Lyme brook park in Stoke-On-Trent - 2019

As it is the case of many post-industrial towns, the condition of Stoke-on-Trent in the UK is defined by its backwater location, with its own logic of urbanisation and economy, quite different to those of the metropolitan areas. In the 1960’s architect Cedric Price proposed a project called “Potteries Thinkbelt” for Stoke and its circumjacent towns. Operating in a network, the project injected education into the territory, trying to facilitate the shift from the former industrial economy of ceramic production to one of tertiary focus. The project was never realised. At the same time as Price proposed his project, the “Stoke-on-Trent Greenbelt” was installed as a planning policy: a large encircling landscape, defining a border to the Stoke-on-Trent agglomeration.

Landscape

The project is situated in a specific location on the greenbelt. This situation is interesting because this last piece of green belt, which is still preserved, separates two cities and prevents them from merging and thus keeps a green space between the two cities. Today, this park has lost a lot of value and the project, from a landscape point of view, seeks to refound its imaginary.
For this first phase of the project, we therefore worked on the park's entrances and the link that the park could create with the university hospital on the opposite road towords Stoke-On-Trent. We are enhancing the structure of the park by recreating 4 fluid loops, but also meeting around a central water body in the park.

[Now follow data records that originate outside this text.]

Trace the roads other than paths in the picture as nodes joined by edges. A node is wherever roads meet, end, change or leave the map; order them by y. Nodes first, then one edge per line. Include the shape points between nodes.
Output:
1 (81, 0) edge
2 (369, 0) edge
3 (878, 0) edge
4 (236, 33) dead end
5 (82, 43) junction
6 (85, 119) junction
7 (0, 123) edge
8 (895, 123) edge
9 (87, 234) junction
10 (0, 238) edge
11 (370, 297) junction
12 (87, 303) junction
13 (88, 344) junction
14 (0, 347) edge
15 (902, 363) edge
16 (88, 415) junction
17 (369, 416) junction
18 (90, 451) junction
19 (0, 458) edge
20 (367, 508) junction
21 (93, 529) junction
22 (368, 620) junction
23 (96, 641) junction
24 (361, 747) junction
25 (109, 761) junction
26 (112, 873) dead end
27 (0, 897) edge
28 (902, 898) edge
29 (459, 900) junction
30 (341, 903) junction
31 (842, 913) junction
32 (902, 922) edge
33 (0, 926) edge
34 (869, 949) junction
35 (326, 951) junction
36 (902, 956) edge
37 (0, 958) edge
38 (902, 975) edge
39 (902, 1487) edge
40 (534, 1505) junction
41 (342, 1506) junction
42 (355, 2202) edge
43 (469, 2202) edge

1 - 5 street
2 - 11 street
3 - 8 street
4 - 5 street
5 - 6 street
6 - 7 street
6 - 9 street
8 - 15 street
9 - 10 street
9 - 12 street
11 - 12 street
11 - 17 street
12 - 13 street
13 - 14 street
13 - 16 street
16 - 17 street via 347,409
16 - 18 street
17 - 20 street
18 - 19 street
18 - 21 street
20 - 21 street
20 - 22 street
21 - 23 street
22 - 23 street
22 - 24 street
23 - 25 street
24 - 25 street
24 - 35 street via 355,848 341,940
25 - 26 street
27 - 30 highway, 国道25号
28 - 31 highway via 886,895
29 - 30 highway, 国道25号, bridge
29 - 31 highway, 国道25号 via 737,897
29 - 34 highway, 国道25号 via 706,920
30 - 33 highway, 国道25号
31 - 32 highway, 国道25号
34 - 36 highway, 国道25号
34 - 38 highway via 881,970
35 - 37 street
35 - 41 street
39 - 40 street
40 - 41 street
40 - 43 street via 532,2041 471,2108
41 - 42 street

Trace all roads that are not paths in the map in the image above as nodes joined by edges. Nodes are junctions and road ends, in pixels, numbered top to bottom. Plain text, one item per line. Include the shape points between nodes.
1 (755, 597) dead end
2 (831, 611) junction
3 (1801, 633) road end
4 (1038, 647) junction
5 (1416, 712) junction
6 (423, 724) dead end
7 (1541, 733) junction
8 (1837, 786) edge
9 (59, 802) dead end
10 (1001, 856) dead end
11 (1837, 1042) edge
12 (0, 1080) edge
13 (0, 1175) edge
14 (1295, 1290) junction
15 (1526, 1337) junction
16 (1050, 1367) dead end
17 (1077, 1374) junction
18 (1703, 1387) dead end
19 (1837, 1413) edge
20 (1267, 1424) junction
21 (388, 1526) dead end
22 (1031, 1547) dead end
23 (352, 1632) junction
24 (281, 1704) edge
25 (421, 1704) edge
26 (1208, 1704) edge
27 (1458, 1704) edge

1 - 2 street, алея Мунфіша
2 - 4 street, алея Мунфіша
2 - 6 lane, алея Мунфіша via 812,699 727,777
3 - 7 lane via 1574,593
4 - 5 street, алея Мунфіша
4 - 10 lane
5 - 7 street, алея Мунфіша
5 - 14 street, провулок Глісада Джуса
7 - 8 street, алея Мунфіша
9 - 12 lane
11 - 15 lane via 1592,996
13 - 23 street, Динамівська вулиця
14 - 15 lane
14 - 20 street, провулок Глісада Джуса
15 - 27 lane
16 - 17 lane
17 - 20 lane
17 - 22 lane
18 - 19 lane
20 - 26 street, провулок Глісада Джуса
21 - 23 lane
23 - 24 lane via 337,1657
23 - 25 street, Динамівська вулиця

Our landscaping intervention allows the park to have a new meaning, thanks to its new entrances, a better connection with the hospital and finally by giving the river a landscaped character, thanks to the central pond.

Site and Building

In the continuity of willing to link the university hospital to the park, we want to do a gesture in the linearity of the park which extends towards Newcastle by merging into the park little by little. This gesture takes place in 4 stages, with 4 folded bars. This fold is important, because it allows the first half of the building parallel to the road to have a direct access, and a link to the park, and the other half of the building slowly disappears into the park from the angle of the fold. This allows the building to have different affections and therefore different atmospheres.
The height and orientation of the buildings allow a view of the wooded hill and the distant landscape. Every passer-by, whether pedestrian, by car or in the distance, will have a different reading of the series of 4 folded bars.

Architecture

Buildings 1 and 2 are connected to the university hospital with student housing, research center, cafeteria, auditorium, stationery shop and others. So we have a public ground floor and in the higher floors a gram varies between labs, offices and housing.
Building 3 has a more intimate link with the park, a more secluded building. So new programs, an outside parking lot, but still a public ground floor more connected to the park, which hosts a public program.
The fourth building is set back and therefore mostly housing, but access to the park through it is still possible.
The façades of the buildings react to the programme in the form of horizontal strata, which gives each building its own expression. Based on the height of the trees, the different levels in the buildings have been able to accommodate different programmes, such as the labs, which remain low so as not to heat in the sun, while the offices are higher up, to maximise the amount of sunlight.

Constructive details

Following the structure, the building can be detached from the ground, allowing a better integration into the park.
In the offices, we have fixed vertical shutters, the sunbreaker type, these are placed against the facade and allow to vary the contribution of light with the addition of darkening blinds. In the plan of the student housing, the office and loggia elements are subtly integrated into the façade, with sandblasted side windows that allow a better light contribution. The combination of offices on the façade and railing generates a slight vibration in the façade.